__What you will do__: Collect every line of the records below that contains the word "Vasco".

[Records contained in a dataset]
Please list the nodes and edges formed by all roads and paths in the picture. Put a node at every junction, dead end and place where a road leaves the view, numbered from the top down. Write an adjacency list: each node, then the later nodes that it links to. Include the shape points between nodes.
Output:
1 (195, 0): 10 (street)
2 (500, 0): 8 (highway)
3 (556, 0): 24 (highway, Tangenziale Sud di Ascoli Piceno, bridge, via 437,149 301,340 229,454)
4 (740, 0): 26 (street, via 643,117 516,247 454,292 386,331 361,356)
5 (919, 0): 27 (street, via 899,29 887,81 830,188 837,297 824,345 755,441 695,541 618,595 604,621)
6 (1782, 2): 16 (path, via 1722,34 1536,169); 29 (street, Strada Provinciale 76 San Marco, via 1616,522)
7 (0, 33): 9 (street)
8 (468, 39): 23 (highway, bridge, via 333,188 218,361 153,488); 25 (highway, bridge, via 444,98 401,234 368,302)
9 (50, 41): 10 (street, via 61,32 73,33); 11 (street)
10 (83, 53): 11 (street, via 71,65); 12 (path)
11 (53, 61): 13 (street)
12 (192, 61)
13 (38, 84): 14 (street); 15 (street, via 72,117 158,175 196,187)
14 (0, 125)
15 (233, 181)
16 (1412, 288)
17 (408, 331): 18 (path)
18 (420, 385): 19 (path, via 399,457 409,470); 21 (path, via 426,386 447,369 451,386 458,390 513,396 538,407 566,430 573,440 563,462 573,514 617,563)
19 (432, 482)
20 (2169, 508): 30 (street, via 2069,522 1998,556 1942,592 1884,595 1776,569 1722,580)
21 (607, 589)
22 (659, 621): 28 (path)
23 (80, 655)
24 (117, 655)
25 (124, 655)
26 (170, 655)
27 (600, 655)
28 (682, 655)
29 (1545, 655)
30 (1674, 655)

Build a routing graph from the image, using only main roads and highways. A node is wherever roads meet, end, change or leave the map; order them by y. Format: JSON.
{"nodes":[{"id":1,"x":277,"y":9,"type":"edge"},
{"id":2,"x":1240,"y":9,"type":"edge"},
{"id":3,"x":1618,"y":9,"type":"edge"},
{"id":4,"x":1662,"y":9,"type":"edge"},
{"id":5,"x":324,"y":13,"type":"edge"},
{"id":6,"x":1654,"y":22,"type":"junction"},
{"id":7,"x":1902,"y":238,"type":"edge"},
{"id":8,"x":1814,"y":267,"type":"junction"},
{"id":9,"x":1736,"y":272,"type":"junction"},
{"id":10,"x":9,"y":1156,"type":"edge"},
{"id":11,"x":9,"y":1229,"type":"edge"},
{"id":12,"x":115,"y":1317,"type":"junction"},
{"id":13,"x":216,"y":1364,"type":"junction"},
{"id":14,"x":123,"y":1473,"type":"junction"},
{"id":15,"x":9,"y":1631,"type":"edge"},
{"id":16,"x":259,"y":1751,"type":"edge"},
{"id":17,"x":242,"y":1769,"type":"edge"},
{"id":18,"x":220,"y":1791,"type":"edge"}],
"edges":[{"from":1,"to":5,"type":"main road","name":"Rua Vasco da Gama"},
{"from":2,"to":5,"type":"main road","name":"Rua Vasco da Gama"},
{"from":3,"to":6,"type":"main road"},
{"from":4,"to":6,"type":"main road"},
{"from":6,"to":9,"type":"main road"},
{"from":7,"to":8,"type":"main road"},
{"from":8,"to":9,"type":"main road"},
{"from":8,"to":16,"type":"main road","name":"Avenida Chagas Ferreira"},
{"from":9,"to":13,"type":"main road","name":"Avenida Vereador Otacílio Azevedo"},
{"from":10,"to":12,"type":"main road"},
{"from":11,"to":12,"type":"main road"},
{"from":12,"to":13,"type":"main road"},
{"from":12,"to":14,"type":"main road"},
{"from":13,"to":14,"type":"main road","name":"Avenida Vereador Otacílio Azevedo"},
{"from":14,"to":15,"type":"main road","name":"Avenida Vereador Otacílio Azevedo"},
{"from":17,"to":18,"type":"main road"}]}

__Expected answer__:
"edges":[{"from":1,"to":5,"type":"main road","name":"Rua Vasco da Gama"},
{"from":2,"to":5,"type":"main road","name":"Rua Vasco da Gama"},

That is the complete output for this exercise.